- Opening Delimiter -

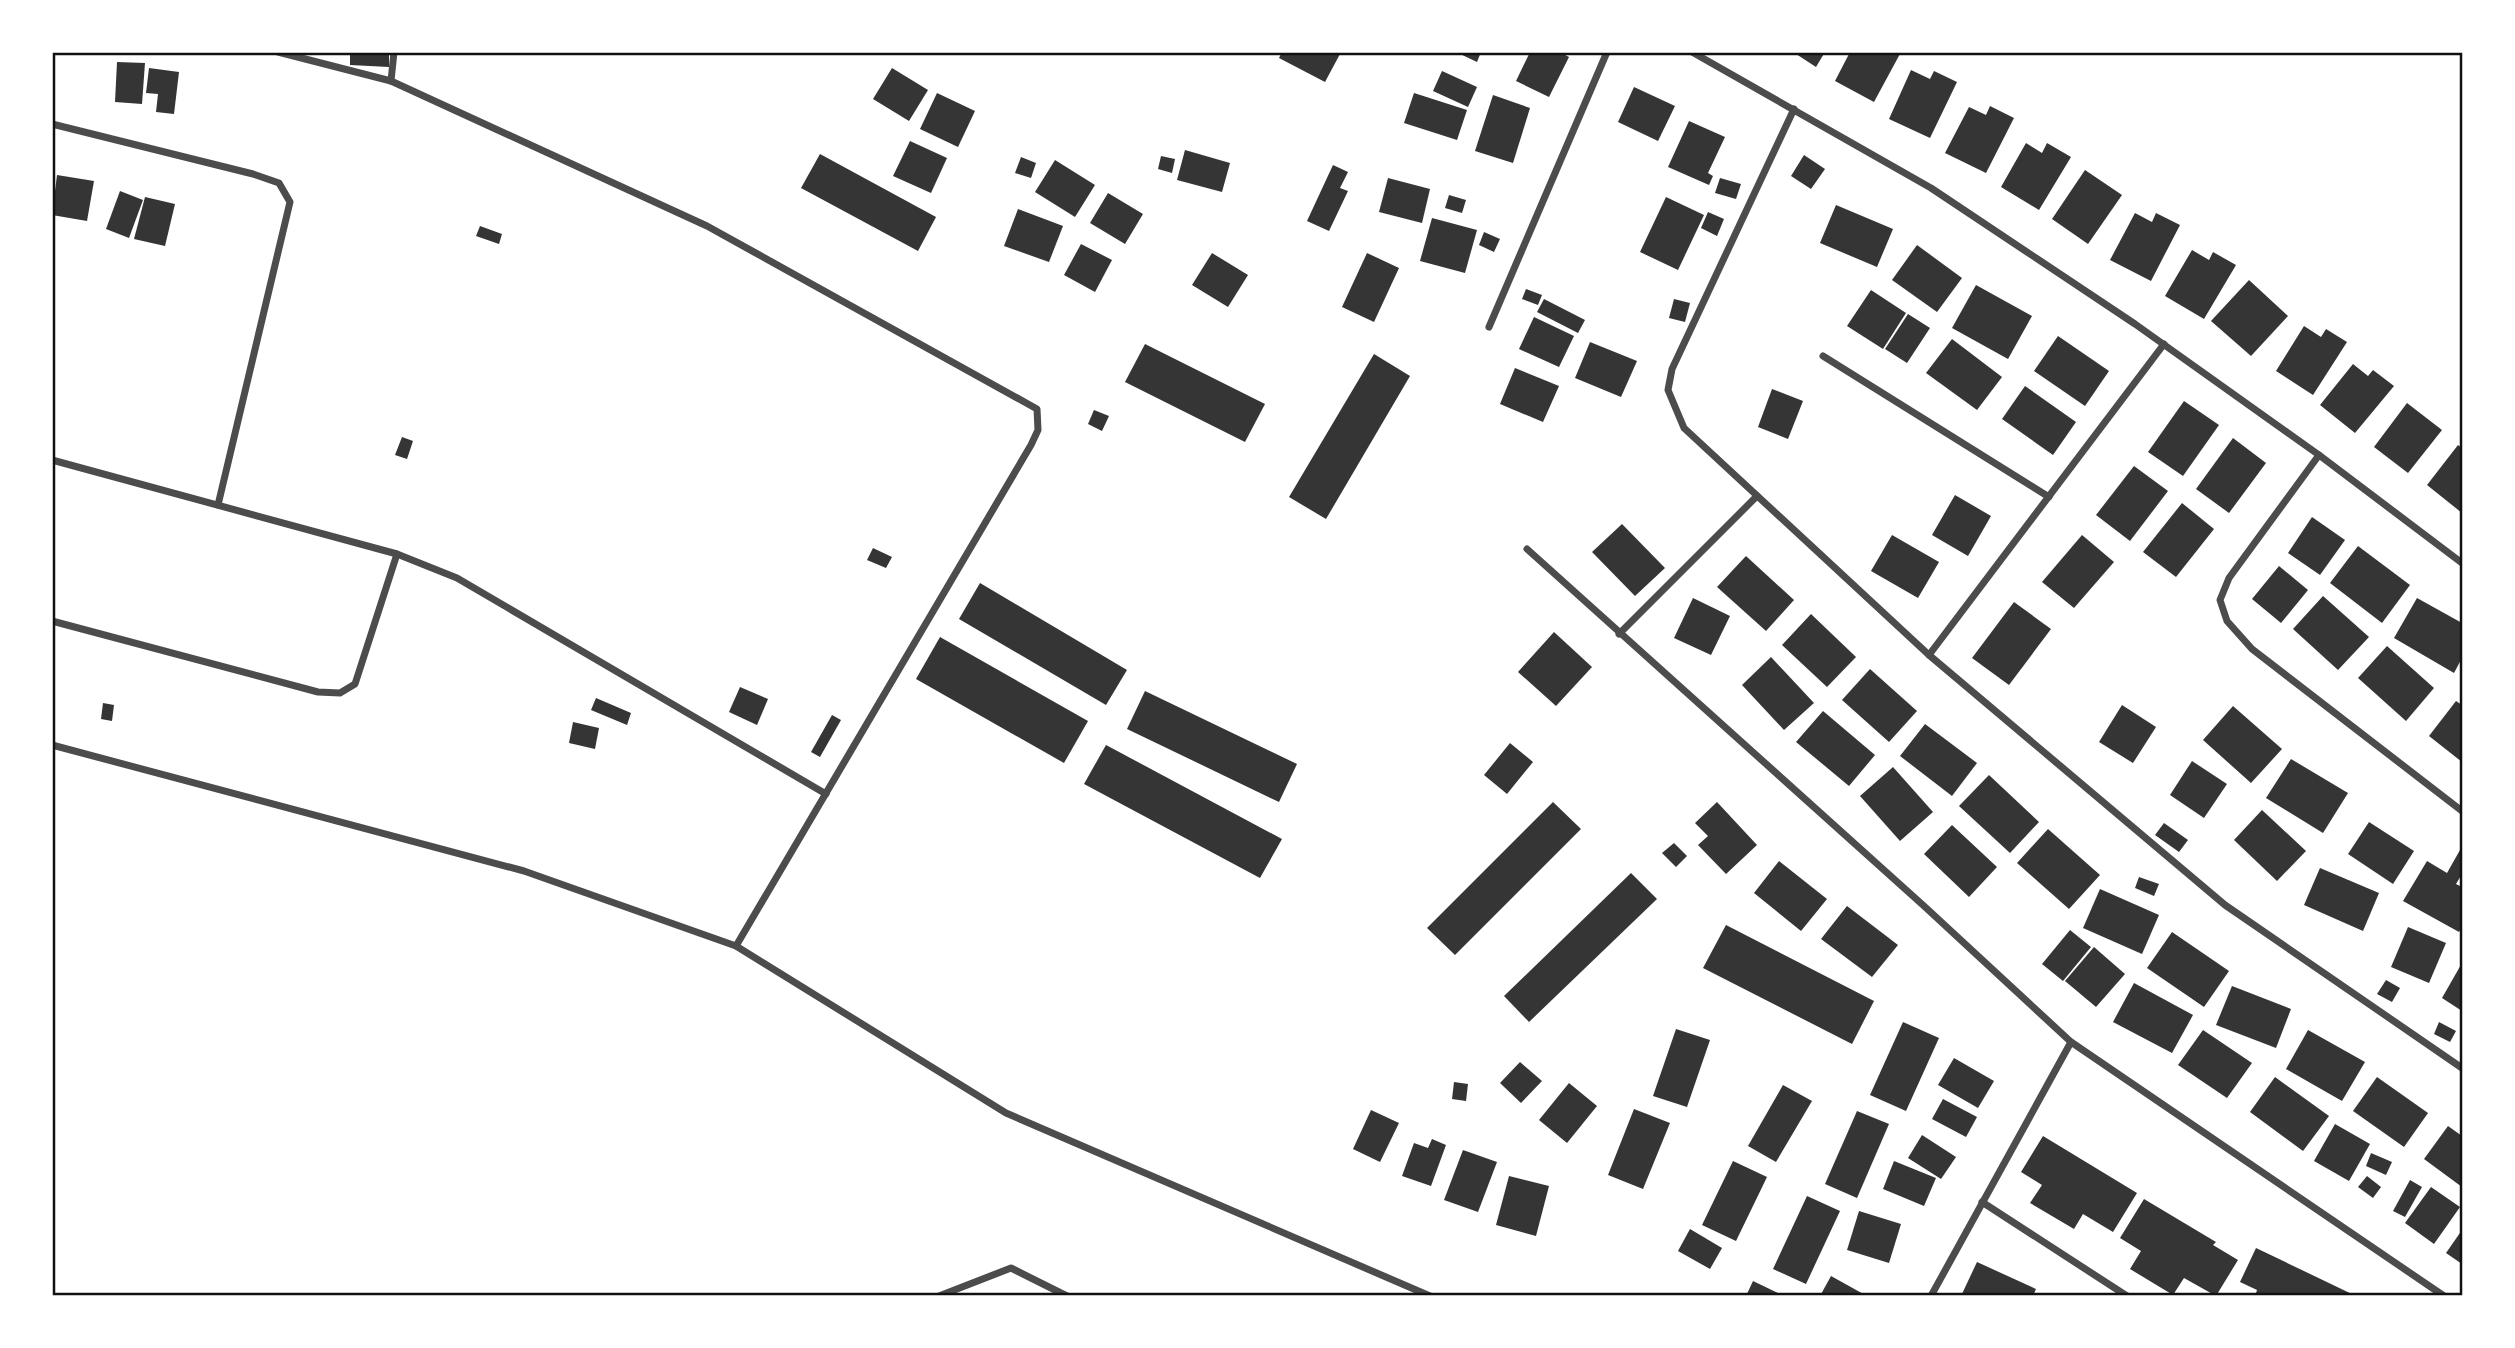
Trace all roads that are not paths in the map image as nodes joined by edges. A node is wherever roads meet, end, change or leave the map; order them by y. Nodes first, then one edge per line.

- Closing Delimiter -
- Opening Delimiter -

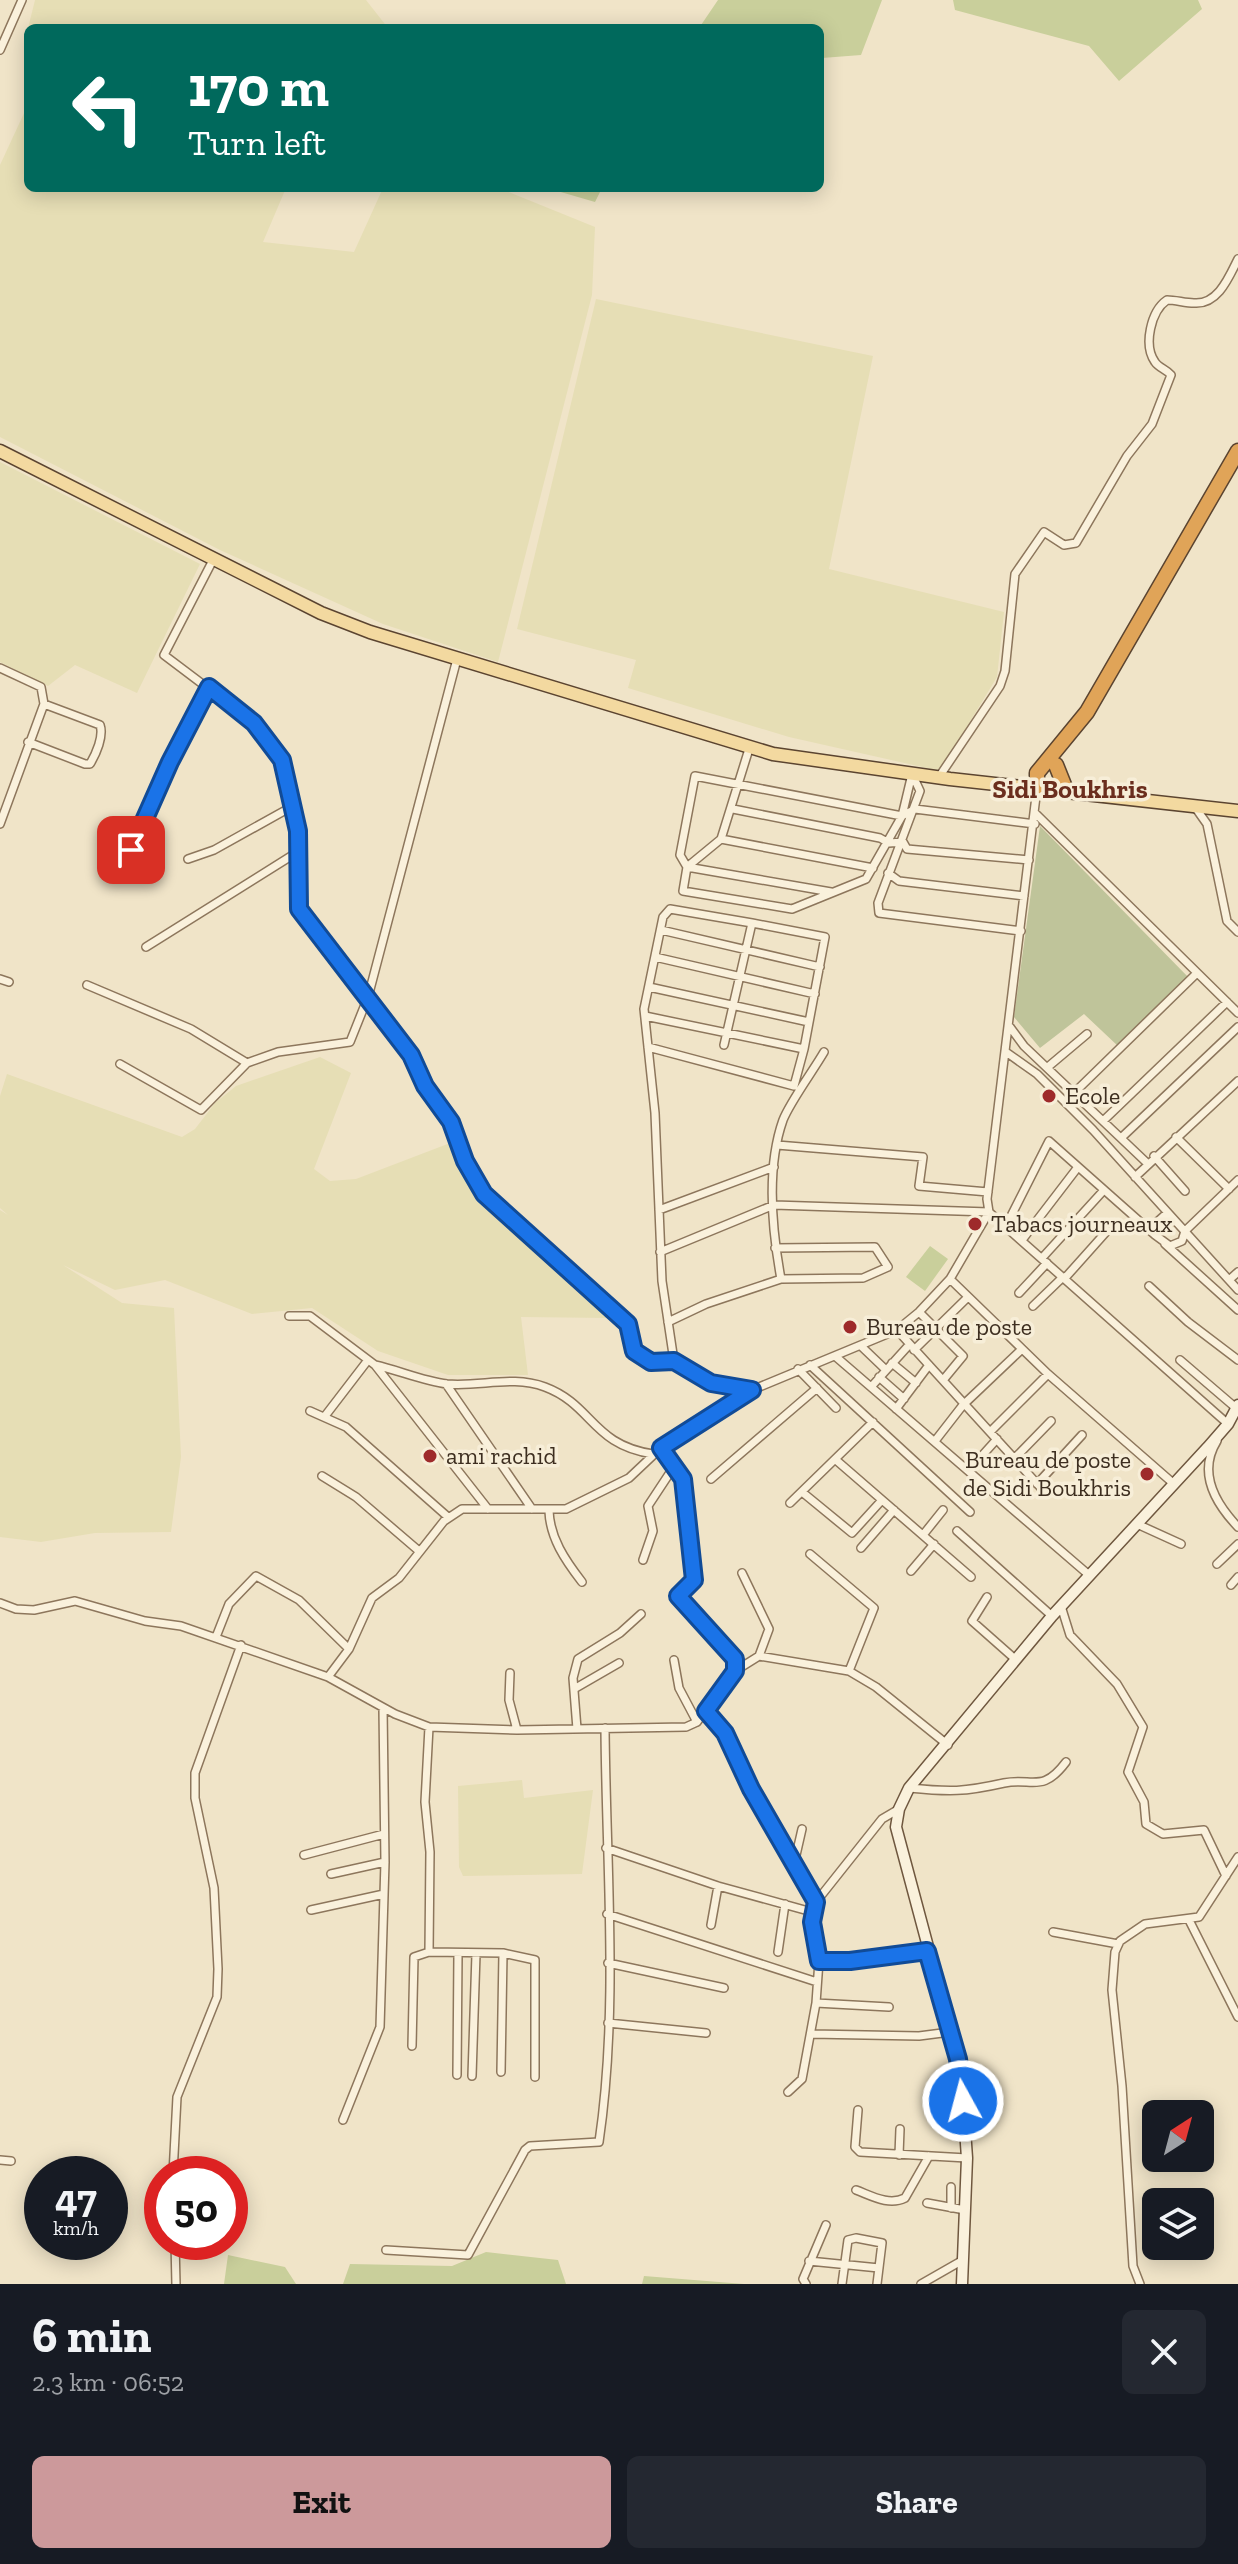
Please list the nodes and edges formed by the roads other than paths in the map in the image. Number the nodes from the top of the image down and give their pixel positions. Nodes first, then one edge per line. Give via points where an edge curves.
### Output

- Closing Delimiter -

Please show each line in the records above that contains "image".

▶ **EXERCISE OUTPUT**:
Trace all roads that are not paths in the map image as nodes joined by edges. A node is wherever roads meet, end, change or leave the map; order them by y. Nodes first, then one edge per line.
Please list the nodes and edges formed by the roads other than paths in the map in the image. Number the nodes from the top of the image down and give their pixel positions. Nodes first, then one edge per line. Give via points where an edge curves.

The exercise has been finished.